Gall stereographic projection with 1,000 km indicatrices of distortion.

The Gall stereographic projection, presented by James Gall in 1855, is a cylindrical projection. It is neither equal-area nor conformal but instead tries to balance the distortion inherent in any projection. It distorts sizes less than the Mercator projection does, and distorts shapes less than an equirectangular projection does.

== Formulae ==
The projection is conventionally defined as:
$$x = \frac{R\lambda}{\sqrt 2}\, ; \quad y = R \left(1+\frac{\sqrt 2}{2}\right)\tan \frac{\varphi}{2}$$
where λ is the longitude from the central meridian in degrees, φ is the latitude, and R is the radius of the globe used as the model of the earth for projection. It is a perspective projection if the point of projection is allowed to vary with longitude: the point of projection being on the equator on the opposite side of the earth from the point being mapped and with the projective surface being a cylinder secant to the sphere at 45°N and 45°S. Gall called the projection "stereographic" because the spacing of the parallels is the same as the spacing of the parallels along the central meridian of the equatorial stereographic projection.

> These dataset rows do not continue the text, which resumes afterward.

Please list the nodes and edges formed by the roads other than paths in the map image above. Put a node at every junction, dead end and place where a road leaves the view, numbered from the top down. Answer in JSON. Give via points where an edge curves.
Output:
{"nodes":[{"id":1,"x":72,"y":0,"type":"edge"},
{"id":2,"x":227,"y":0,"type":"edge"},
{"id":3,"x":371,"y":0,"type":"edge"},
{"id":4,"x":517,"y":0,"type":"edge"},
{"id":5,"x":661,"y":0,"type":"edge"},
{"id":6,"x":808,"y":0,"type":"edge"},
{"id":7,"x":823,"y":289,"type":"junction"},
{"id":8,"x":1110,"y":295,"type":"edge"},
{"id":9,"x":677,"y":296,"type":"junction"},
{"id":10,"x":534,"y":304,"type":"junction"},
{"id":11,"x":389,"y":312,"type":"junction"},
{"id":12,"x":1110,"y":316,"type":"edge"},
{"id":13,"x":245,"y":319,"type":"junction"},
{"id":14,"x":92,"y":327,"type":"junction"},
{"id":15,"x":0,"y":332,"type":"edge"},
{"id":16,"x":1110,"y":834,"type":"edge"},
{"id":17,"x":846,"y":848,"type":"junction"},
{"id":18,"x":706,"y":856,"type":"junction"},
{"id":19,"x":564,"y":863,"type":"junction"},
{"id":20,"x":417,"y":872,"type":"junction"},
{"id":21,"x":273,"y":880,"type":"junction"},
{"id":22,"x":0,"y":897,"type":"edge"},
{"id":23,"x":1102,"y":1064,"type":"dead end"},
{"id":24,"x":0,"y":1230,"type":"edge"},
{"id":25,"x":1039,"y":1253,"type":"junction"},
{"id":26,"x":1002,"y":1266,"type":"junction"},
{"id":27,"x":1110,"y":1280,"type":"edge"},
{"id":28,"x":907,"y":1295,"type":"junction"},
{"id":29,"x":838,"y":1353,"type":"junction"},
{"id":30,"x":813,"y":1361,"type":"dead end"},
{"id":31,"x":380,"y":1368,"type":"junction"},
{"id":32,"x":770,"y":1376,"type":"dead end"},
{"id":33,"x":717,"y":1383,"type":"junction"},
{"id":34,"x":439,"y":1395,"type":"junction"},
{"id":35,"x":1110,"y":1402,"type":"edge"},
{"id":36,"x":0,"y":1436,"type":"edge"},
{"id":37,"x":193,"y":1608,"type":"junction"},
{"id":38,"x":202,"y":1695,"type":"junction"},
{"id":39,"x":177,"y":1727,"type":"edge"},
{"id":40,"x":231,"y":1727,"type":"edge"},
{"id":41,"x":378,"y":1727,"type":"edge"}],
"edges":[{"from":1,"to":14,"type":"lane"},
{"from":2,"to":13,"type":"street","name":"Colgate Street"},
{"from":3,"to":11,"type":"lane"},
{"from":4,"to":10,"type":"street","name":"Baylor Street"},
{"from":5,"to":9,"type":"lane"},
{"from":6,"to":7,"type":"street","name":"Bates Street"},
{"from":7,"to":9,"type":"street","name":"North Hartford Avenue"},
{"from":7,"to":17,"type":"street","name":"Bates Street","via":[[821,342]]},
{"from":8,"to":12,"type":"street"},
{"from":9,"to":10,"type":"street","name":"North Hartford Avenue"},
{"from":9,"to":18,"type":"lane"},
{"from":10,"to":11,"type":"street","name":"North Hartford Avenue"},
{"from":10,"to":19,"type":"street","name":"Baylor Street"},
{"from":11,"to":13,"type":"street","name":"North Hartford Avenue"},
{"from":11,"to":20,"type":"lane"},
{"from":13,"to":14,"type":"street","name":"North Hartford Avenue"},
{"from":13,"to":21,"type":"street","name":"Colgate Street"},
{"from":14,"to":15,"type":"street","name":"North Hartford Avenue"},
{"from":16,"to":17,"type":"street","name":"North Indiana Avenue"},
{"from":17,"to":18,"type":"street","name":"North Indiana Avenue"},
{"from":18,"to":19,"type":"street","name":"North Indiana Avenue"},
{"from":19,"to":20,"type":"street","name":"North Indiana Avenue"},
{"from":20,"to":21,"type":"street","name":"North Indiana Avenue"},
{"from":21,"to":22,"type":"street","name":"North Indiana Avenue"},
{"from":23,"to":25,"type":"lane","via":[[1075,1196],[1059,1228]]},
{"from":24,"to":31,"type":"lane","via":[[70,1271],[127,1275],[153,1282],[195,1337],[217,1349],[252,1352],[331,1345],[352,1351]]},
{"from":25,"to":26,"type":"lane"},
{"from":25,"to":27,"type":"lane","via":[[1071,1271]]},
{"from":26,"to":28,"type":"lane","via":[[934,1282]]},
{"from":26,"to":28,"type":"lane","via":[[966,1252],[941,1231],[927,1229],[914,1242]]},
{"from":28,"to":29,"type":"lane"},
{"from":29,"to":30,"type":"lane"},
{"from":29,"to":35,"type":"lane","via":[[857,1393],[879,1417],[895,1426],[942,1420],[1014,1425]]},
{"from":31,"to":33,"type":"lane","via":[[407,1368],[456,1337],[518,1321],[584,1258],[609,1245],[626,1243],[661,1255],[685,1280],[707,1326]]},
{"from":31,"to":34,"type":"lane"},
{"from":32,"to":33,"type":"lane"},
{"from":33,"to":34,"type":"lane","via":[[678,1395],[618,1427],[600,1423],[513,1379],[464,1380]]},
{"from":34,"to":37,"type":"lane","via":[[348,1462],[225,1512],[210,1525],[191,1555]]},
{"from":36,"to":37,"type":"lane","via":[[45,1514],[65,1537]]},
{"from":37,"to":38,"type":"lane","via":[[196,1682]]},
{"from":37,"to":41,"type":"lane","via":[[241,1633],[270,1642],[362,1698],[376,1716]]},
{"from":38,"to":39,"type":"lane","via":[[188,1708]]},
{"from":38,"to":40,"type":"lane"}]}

The reverse projection is defined as :
$$\lambda = \frac{x \sqrt 2}{R} ; \quad \varphi = 2 \arctan \frac{y}{R \left(1+\frac{\sqrt 2}{2}\right)}$$

== Braun stereographic projection ==
This later (1867) cylindrical projection by Carl Braun is similar, differing only in the asymmetric scaling horizontally and vertically. This yields a projection tangent to the sphere. Its formula is:
$$x = R\lambda\, ; \quad y = 2 R \tan \frac{\varphi}{2}$$

== See also ==
- List of map projections
- Gall-Peters projection

== Bibliography ==
- Snyder, John P (1993). "Flattening the Earth"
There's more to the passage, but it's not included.